■ Task instructions
Give the records again exactly. Pictures do not belong in the copy.

====== Supplied information ======

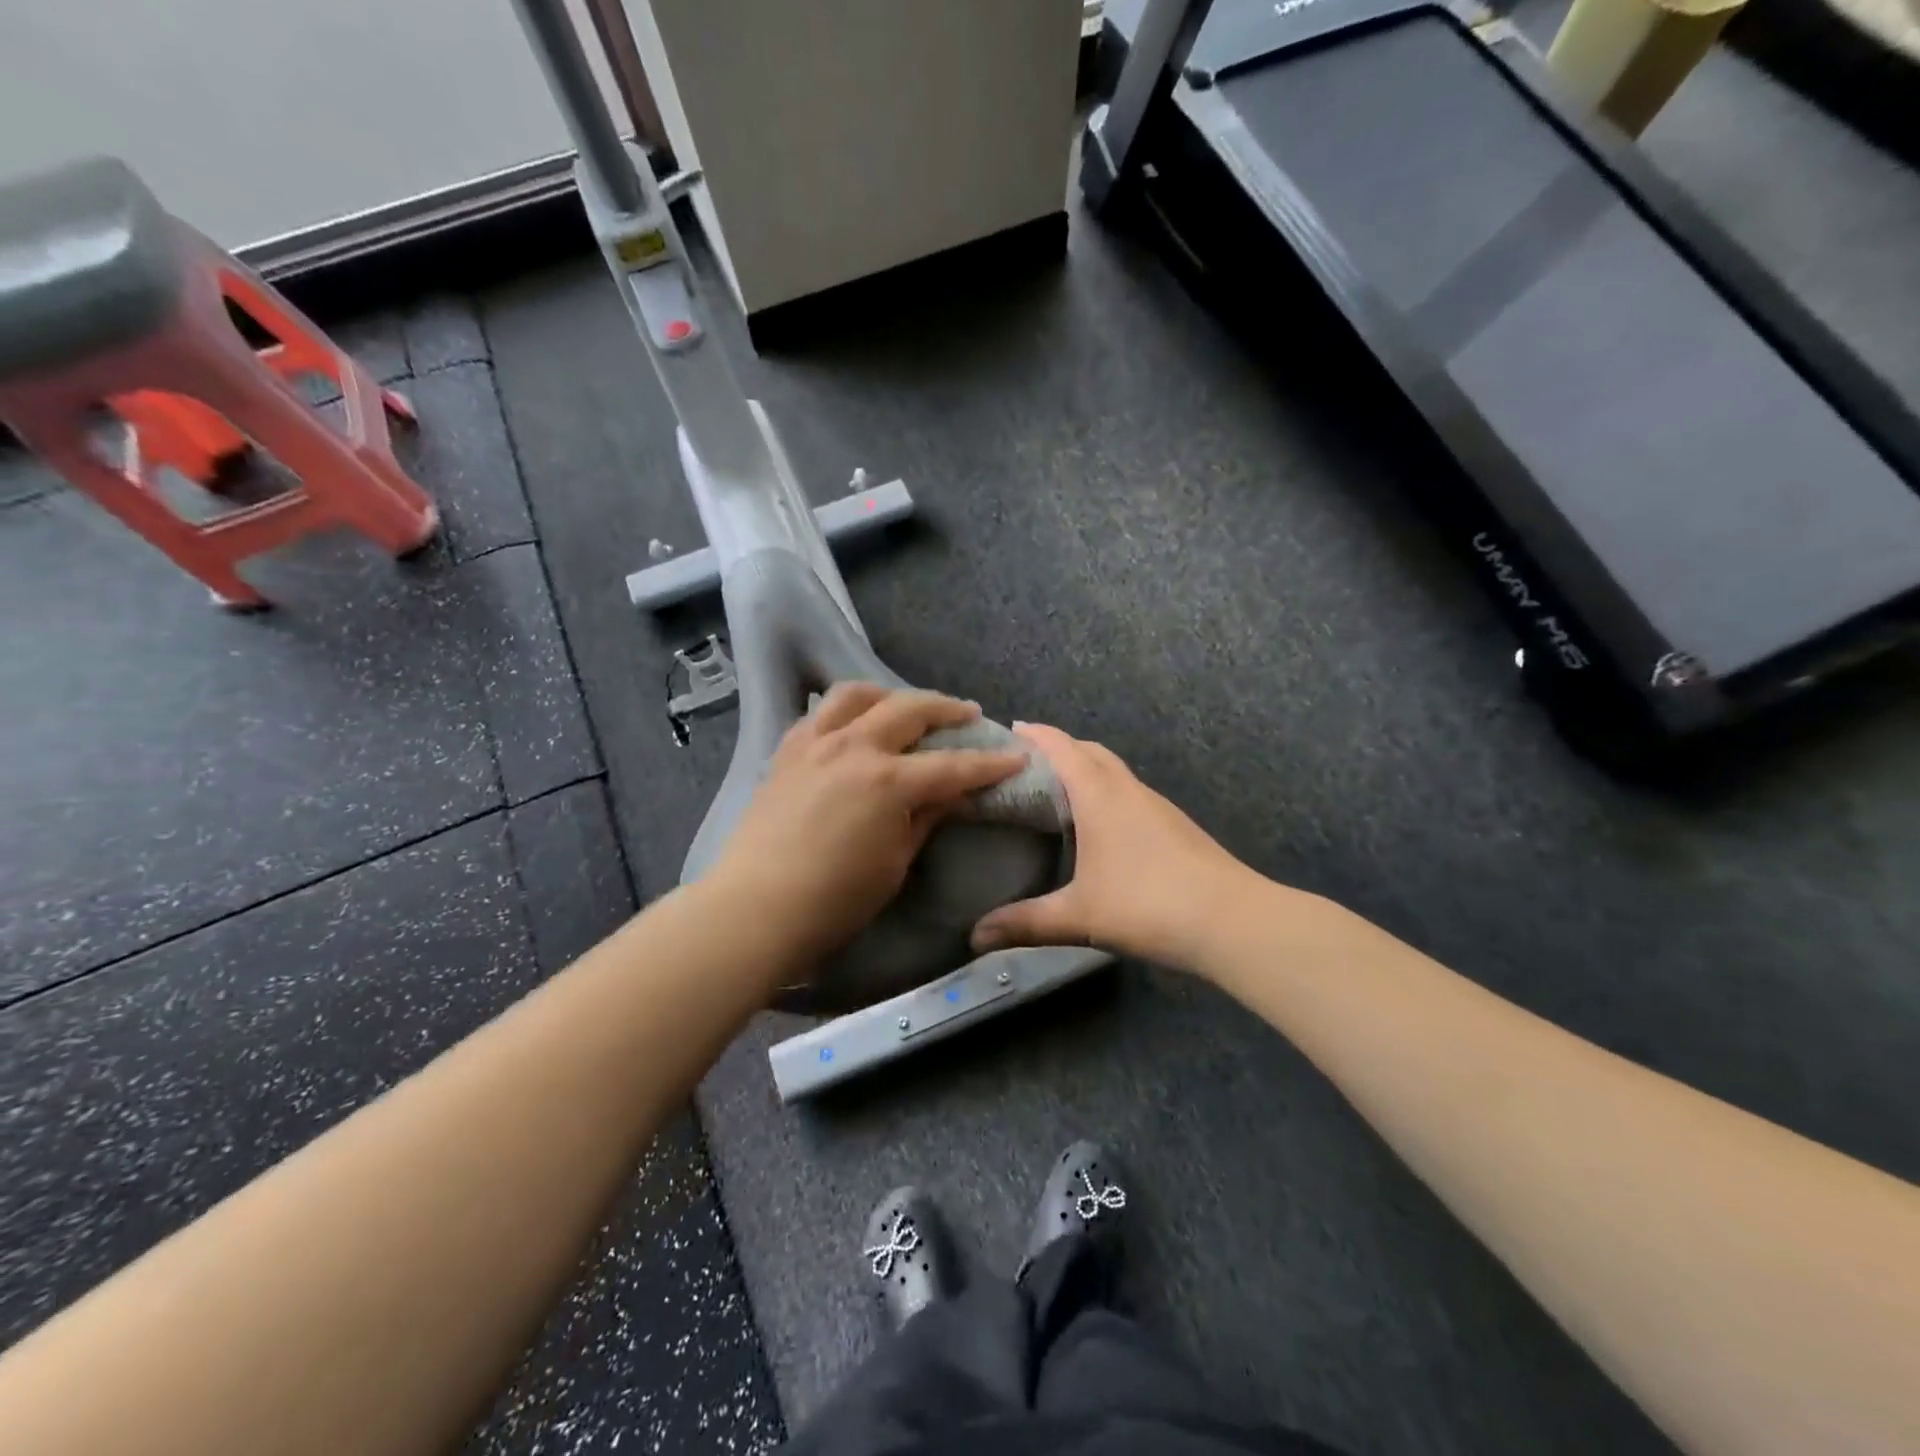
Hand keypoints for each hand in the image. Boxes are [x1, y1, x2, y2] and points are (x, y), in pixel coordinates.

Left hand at [707, 683, 1027, 967]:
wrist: (756, 909)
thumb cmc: (835, 901)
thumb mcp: (894, 863)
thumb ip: (924, 819)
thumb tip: (951, 795)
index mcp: (888, 781)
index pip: (953, 766)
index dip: (989, 763)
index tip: (1015, 758)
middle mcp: (853, 747)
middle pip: (909, 709)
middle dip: (946, 708)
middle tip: (967, 714)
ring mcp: (815, 743)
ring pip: (857, 694)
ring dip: (890, 694)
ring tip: (905, 707)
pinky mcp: (786, 751)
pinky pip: (819, 714)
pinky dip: (844, 711)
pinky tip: (852, 724)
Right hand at [970, 724, 1258, 969]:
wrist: (1231, 919)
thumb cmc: (1147, 904)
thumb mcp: (1078, 915)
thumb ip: (1025, 923)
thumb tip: (975, 937)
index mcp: (1100, 795)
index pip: (1063, 748)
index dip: (1037, 734)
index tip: (1012, 728)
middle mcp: (1128, 790)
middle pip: (1091, 752)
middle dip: (1060, 747)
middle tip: (1028, 762)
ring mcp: (1156, 806)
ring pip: (1115, 772)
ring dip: (1087, 769)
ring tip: (1059, 790)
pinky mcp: (1175, 825)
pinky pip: (1131, 793)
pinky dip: (1108, 792)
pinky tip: (1101, 825)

======

■ Solution for this task
Hand keypoints for each hand in the image. Boxes are [x1, y1, x2, y2] and points are (x, y), in pixel coordinates.

Left hand at [707, 683, 1027, 967]:
wrist: (756, 909)
thumb cmc: (835, 901)
thumb mcp: (894, 863)
thumb ip: (924, 819)
thumb tip: (951, 795)
index mcp: (888, 781)
index pip: (953, 766)
index dip: (989, 763)
index tip: (1015, 758)
middle mcp: (853, 747)
middle pip: (909, 709)
middle dip: (946, 708)
middle tip: (967, 714)
ring mcp: (815, 743)
ring pip: (857, 694)
ring dip: (890, 694)
ring tip: (905, 707)
pinky mcp: (786, 751)
pinky pip: (819, 714)
pinky dip: (844, 711)
pinky tip: (852, 724)
Right hand at [970, 724, 1258, 969]:
wrist: (1231, 919)
thumb cmc: (1147, 904)
thumb mcp: (1078, 915)
thumb ip: (1025, 923)
thumb tip: (975, 937)
index mcp: (1100, 795)
index pip: (1063, 748)
index dip: (1037, 734)
index tip: (1012, 728)
middle mcp: (1128, 790)
middle pip: (1091, 752)
middle dip: (1060, 747)
middle tip: (1028, 762)
ring mcp: (1156, 806)
ring pip: (1115, 772)
ring dip: (1087, 769)
ring tip: (1059, 790)
pinky mcp: (1175, 825)
pinky pip: (1131, 793)
pinky dip: (1108, 792)
pinky tip: (1101, 825)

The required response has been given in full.